Postgres kills a transaction when an error happens.  This is a pain;
it assumes that all SQL errors are unexpected and fatal to the
transaction.

There's a very simple case where it's not: UNIQUE checks.  I'm
generating a cache, with a simple flow:
 - Search for the cache key; if it exists, return its value.
 - If it didn't exist, create the data based on the key, insert it
into the table, and return it.

This has an obvious race: another thread looks up the same key and
creates it between the search and the insert.  Both threads will
create the cached data, thread A will insert it into the table, and
thread B will get an integrity error when it tries to insert it, since
it duplicates the unique key.

Here, by far the simplest fix is simply to ignore the integrity error.
 Both threads generated the same data; the failed insert is expected
and harmless.  Postgres is turning this into a fatal error.

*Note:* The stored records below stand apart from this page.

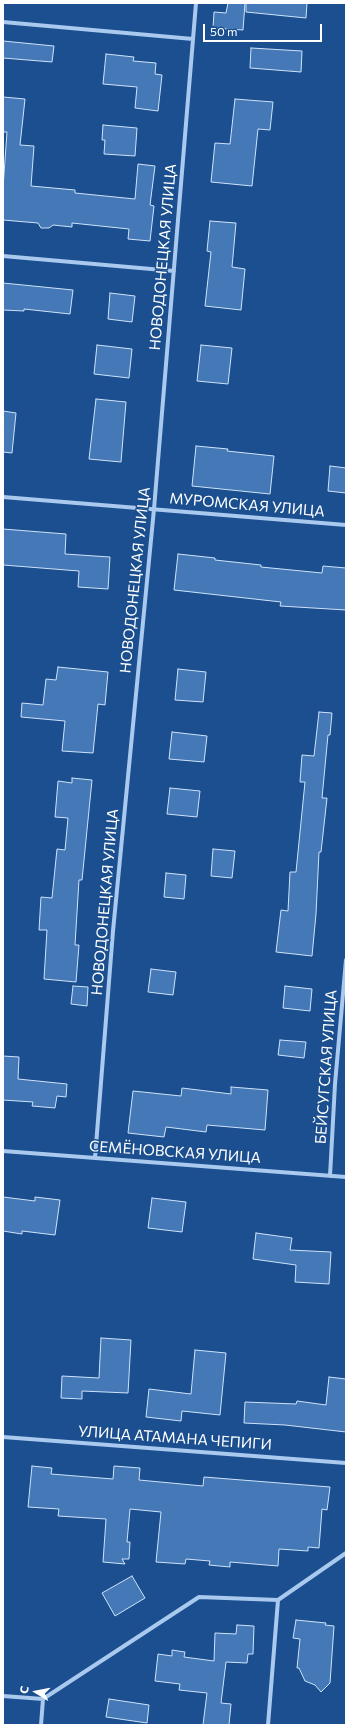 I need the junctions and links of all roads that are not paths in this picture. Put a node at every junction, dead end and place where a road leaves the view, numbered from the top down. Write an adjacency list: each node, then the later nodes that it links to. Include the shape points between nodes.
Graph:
1 (196, 3): 3 (street, НОВОДОНЕЦКАЯ УЛИЦА)
2 (3, 22): 3 (street)
3 (193, 39): 5 (street, НОВОДОНЕЦКАЯ УЛИЦА)
4 (3, 256): 5 (street)
5 (174, 271): 7 (street, НОВОДОНЕЦКАЯ УЛИЦА)
6 (3, 497): 7 (street, МУРОМСКАЯ УЛИЦА)
7 (154, 509): 8 (street, МУРОМСКАЯ УЛИЦА); 11 (street, НОВОДОНЕЦКАЯ УЛИЦА, via 113,931)
8 (346, 525)
9 (346, 960): 12 (street, БЕЙСУГСКАЯ УЛИЦА)
10 (3, 1151): 11 (street, СЕМЁНОВСКАЯ УЛИЦА)
11 (95, 1158): 12 (street, СЕМЁНОВСКАЯ УЛИЦА)
12 (330, 1176): 13 (street, СЕМЁНОВСКАЯ УЛИЦА)
13 (346, 1177)
14 (3, 1437): 15 (street, УЛИЦА АТАМАНА ЧЕПИГИ)
15 (346, 1463)
16 (346, 1553): 17 (street)
17 (278, 1600): 19 (street, via 199,1597); 21 (street)
18 (3, 1696): 19 (street)
19 (43, 1699): 20 (street)
20 (41, 1725)
21 (268, 1725) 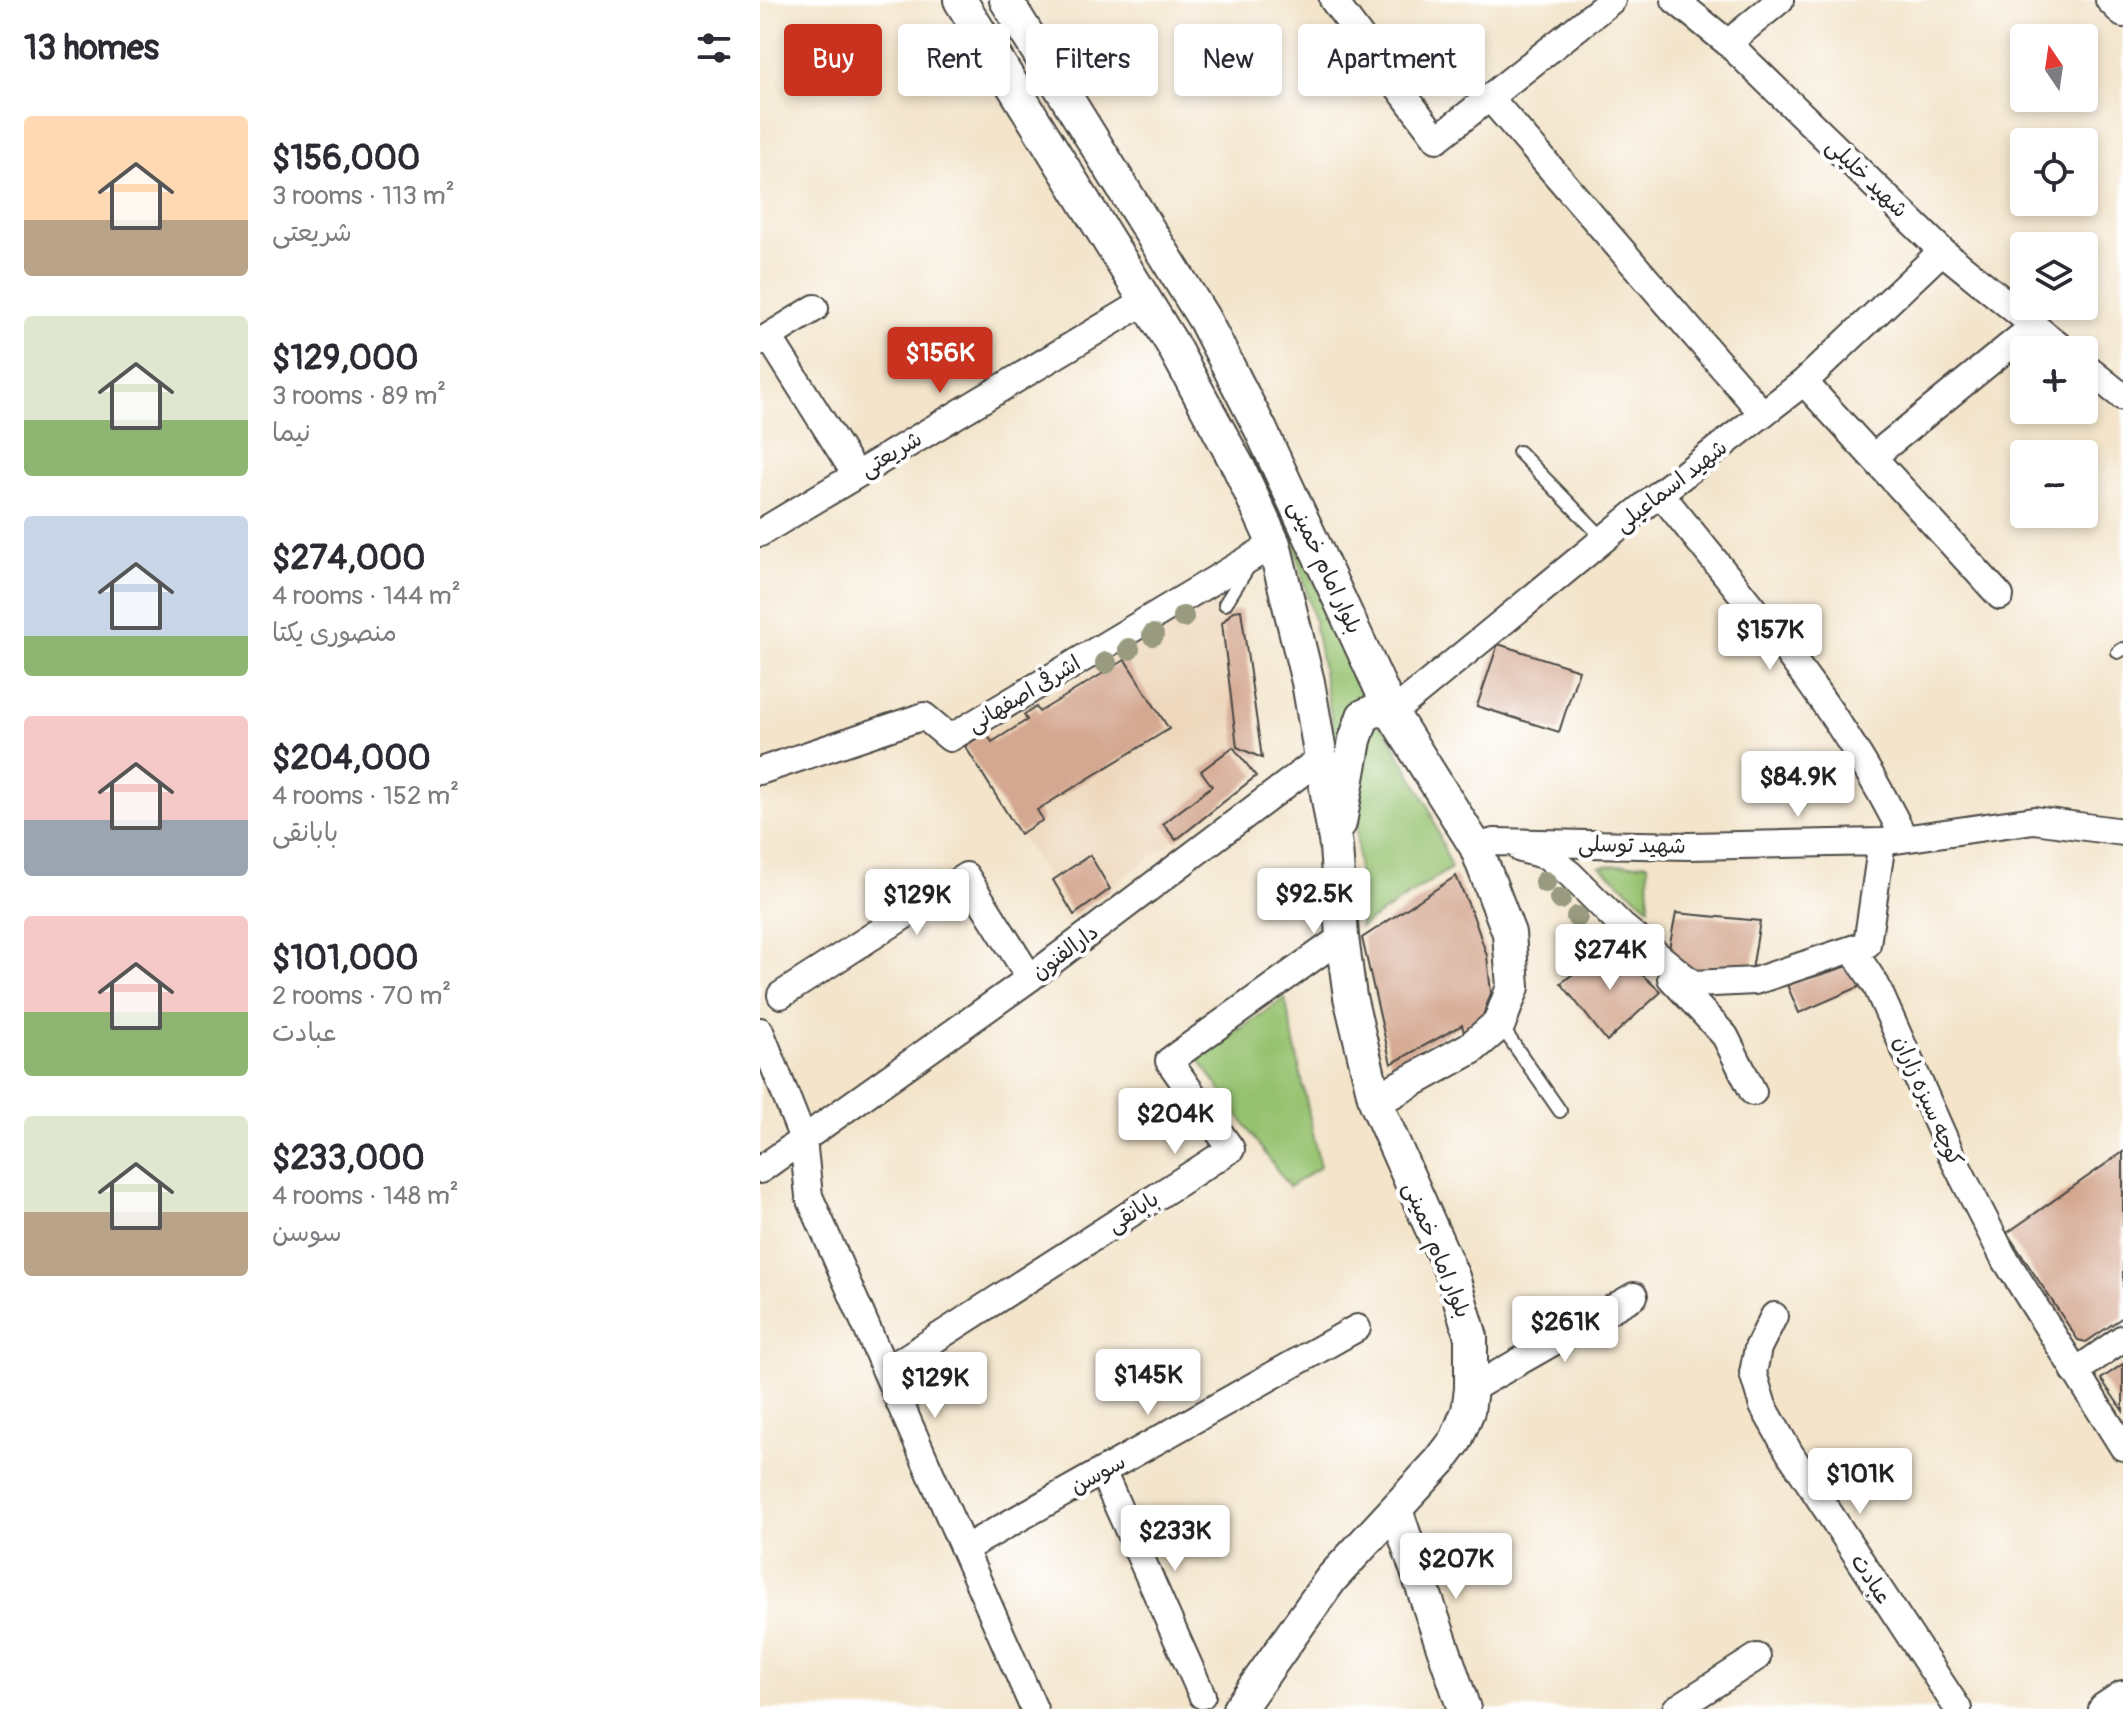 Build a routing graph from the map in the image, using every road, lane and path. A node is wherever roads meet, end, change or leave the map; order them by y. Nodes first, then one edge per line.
1 (960, 0) edge
2 (1006, 0) edge
3 (1333, 0) edge
4 (1612, 0) edge
5 (1675, 0) edge
6 (1780, 0) edge
7 (2109, 0) edge
8 (2123, 14) edge
9 (1728, 43) junction
10 (1490, 98) junction
11 (1942, 251) junction
12 (1146, 301) junction
13 (815, 308) dead end
14 (2034, 326) junction
15 (2046, 336) edge
16 (764, 340) edge
17 (2098, 377) edge
18 (1804, 382) junction
19 (2123, 397) edge
20 (1763, 414) junction
21 (1519, 452) dead end
22 (1873, 457) junction
23 (856, 475) junction
24 (1660, 493) junction
25 (760, 533) edge
26 (1604, 539) junction
27 (1264, 550) junction
28 (2000, 596) dead end
29 (1225, 604) dead end
30 (1392, 713) junction
31 (1321, 758) junction
32 (760, 771) edge
33 (2123, 832) edge
34 (1893, 840) junction
35 (1485, 845) junction
36 (1336, 846) junction
37 (1622, 926) junction
38 (1342, 937) junction
39 (1859, 947) junction
40 (1030, 978) junction
41 (781, 995) dead end
42 (1499, 1024) junction
43 (760, 1031) edge
44 (1753, 1092) dead end
45 (1375, 1101) junction
46 (1560, 1111) dead end
47 (803, 1139) junction
48 (760, 1170) edge
49 (1634, 1296) dead end
50 (1774, 1316) dead end
51 (1357, 1328) dead end
52 (2123, 1338) edge
53 (887, 1370) junction
54 (2075, 1372) junction
55 (1471, 1389) junction
56 (2123, 1447) edge
57 (1102, 1471) junction
58 (1396, 1510) junction
59 (964, 1549) junction
60 (1757, 1657) dead end
61 (1202, 1695) dead end
62 (2123, 1697) edge
63 (1034, 1709) edge
64 (1239, 1709) edge
65 (1464, 1709) edge
66 (1676, 1709) edge
67 (1958, 1709) edge
68 (2105, 1709) edge

1 - 12 street, بلوار امام خمینی
2 - 30 street, بلوار امام خمینی
3 - 10 street
4 - 10 street
5 - 9 street, شهید خلیلی
6 - 9 street
7 - 8 street
9 - 11 street, شهید خلیلی
10 - 20 street
11 - 14 street, شهید خلیلی
11 - 18 street, شهید اسماعیلی
12 - 23 street, شریعتی
12 - 27 street, بلوار امام خمینی
13 - 16 street
14 - 15 street, شهید خلیلی
14 - 22 street
16 - 23 street
17 - 19 street
18 - 20 street, شهید اسماعیلی
18 - 22 street
20 - 24 street, شهید اسماعیلی
21 - 26 lane
22 - 28 street
23 - 25 street, شریعتی
24 - 26 street, شهید اسماعیلی
24 - 34 street
26 - 30 street, شهید اسماعیلی
27 - 29 lane
27 - 31 street, بلوار امام خمینی
27 - 32 street, اشرفی اصفهانی
30 - 35 street, بلوار امام خمینی
30 - 36 street
31 - 36 street, بلوار امام خمینی
31 - 40 street, دارالفنون
33 - 34 street, شهید توسلی
34 - 35 street, شهید توسلی
34 - 39 street
35 - 37 street
35 - 42 street, بلوار امام خمینی
36 - 38 street, بلوار امام خمینی
37 - 39 street
37 - 44 street
38 - 45 street, بلوار امام خمینی
38 - 53 street, بابانقی
39 - 54 street, کوچه سبزه زاران
40 - 41 street
40 - 47 street, دارالفنون
42 - 45 street, بلوار امام خمینی
42 - 46 lane
43 - 47 street
45 - 55 street, بلوار امام خمینی
47 - 48 street, دارالفنون
47 - 53 street
49 - 55 street
50 - 67 street, عبادت
51 - 57 street, سوسن
52 - 54 street
53 - 59 street
54 - 56 street, کوچه سبزه زاران
55 - 58 street, بلوار امام خمینی
57 - 59 street, سوسن
57 - 61 street
58 - 64 street, بلوار امام خمینی
58 - 65 street
59 - 63 street
60 - 66 street
62 - 68 street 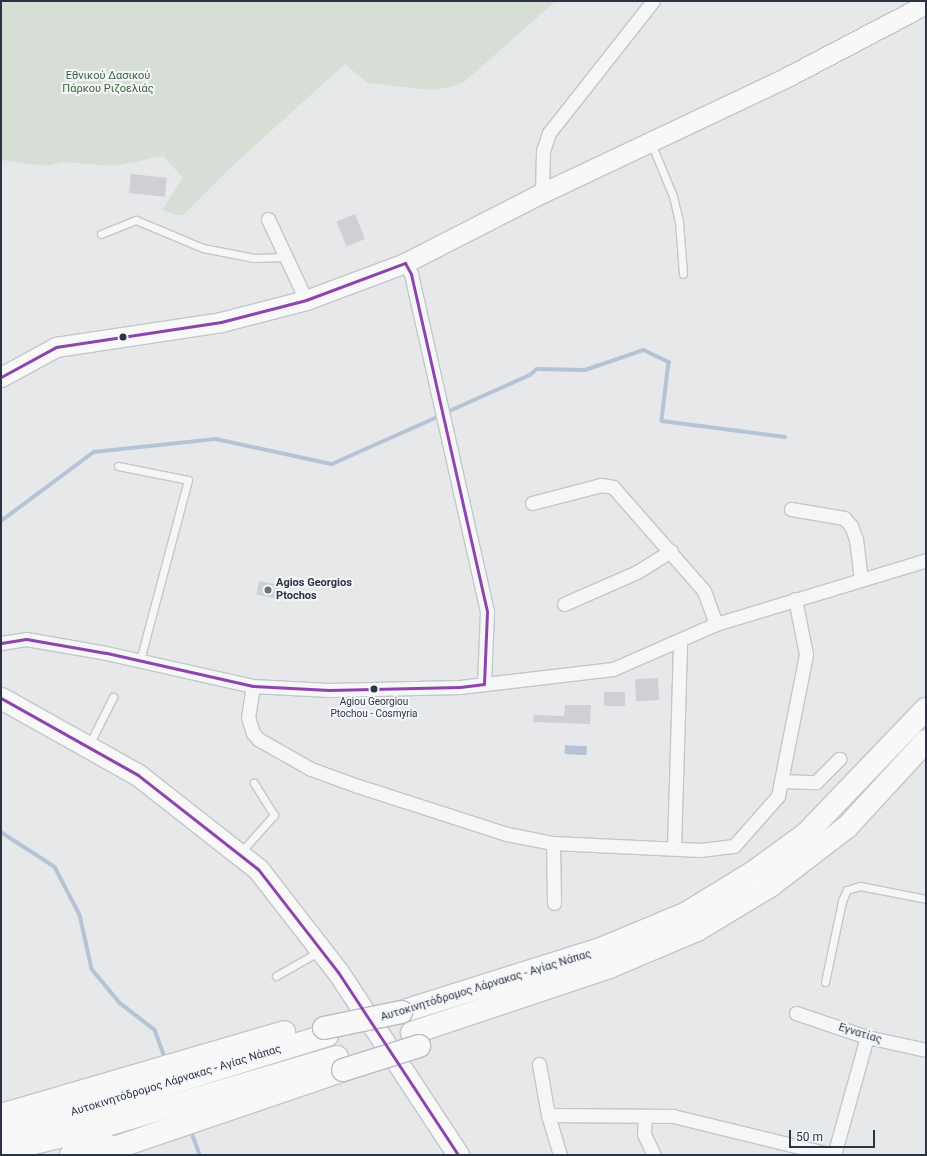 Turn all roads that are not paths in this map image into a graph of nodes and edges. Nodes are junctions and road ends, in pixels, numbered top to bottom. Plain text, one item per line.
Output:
1 (653, 1) edge
2 (926, 4) edge
3 (651, 143) junction
4 (542, 193) junction
5 (268, 219) dead end
6 (101, 234) dead end
7 (286, 257) junction
8 (405, 263) junction
9 (683, 274) dead end
10 (306, 300) junction
11 (1, 377) edge
12 (118, 466) dead end
13 (532, 502) dead end
14 (791, 509) dead end
15 (671, 551) junction
16 (926, 560) edge
17 (861, 578) junction
18 (795, 599) junction
19 (564, 604) dead end
20 (716, 624) junction
21 (680, 641) junction
22 (1, 643) edge
23 (140, 661) junction
24 (484, 684) junction
25 (253, 686) junction
26 (1, 698) edge
27 (113, 698) dead end
28 (926, 709) edge
29 (926, 741) edge
30 (89, 745) junction
31 (839, 759) dead end
32 (781, 780) junction
33 (254, 783) dead end
34 (553, 843) junction
35 (674, 848) junction
36 (240, 854) junction
37 (926, 899) edge
38 (554, 903) dead end
39 (322, 950) junction
40 (276, 976) dead end
41 (825, 982) dead end
42 (796, 1013) dead end
43 (324, 1028) junction
44 (867, 1037) junction
45 (926, 1050) edge
46 (340, 1063) junction
47 (539, 1064) dead end
48 (32, 1106) junction
49 (1, 1111) edge
50 (1, 1115) edge
51 (548, 1115) junction
52 (645, 1116) junction
53 (1, 1131) edge
54 (153, 1133) junction
55 (1, 1151) edge
56 (71, 1155) edge
57 (94, 1155) edge
58 (458, 1155) edge
59 (560, 1155) edge
60 (654, 1155) edge
61 (833, 1155) edge

1 - 4 street
2 - 3 main road
3 - 4 main road
3 - 9 lane
4 - 8 main road
5 - 7 street
6 - 7 lane
7 - 10 street
8 - 10 main road
8 - 24 street
10 - 11 main road
12 - 23 lane
13 - 15 street
14 - 17 street
15 - 19 street
15 - 20 street
16 - 17 street
17 - 18 street
18 - 20 street
18 - 32 street
20 - 21 street
21 - 24 street
21 - 35 street
22 - 23 street
23 - 25 street
24 - 25 street
25 - 34 street
26 - 30 main road
27 - 30 lane
28 - 43 highway
29 - 46 highway, Αυτοκινητόδρομος Λάρνακας - Αγίας Νάπας
30 - 36 main road
31 - 32 street
32 - 35 street
33 - 36 lane
34 - 35 street
34 - 38 street
36 - 39 main road
37 - 41 lane
39 - 40 lane
39 - 58 main road
42 - 44 street, Εγνατίας
43 - 48 highway
43 - 53 highway, Αυτοκινητόδρομος Λάρνακας - Αγίας Νάπας
44 - 45 street, Εγνατίας
44 - 61 street
46 - 54 highway
46 - 55 highway, Αυτοκινητόδρομος Λάρνακας - Αγίας Νάπας
47 - 51 street
48 - 49 highway
48 - 50 highway
51 - 52 street
51 - 59 street
52 - 60 street
52 - 61 street
54 - 56 highway
54 - 57 highway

There's so much that could make this trivially easy:

 - SQLite has the handy ON CONFLICT IGNORE, but Postgres has nothing
like that.  (ON CONFLICT REPLACE is great, too.)
 - Let me use SAVEPOINT outside of a transaction, with the effect of
starting a transaction with the savepoint and ending it when it's
committed.  Then, I could use savepoints without needing to know
whether I'm already in a transaction or not; one would simply be
started and committed for me if necessary.  (That's by far my biggest
issue with savepoints: they force me to either specify "a transaction
must be open when this function is called", or need to be able to
query whether one is running to decide whether to start a transaction
or a savepoint.  My function's use of transactions should be invisible
to the caller.)
 - Let me disable this error.  I don't want it.  (We're grownups; we
can decide for ourselves which errors are fatal.)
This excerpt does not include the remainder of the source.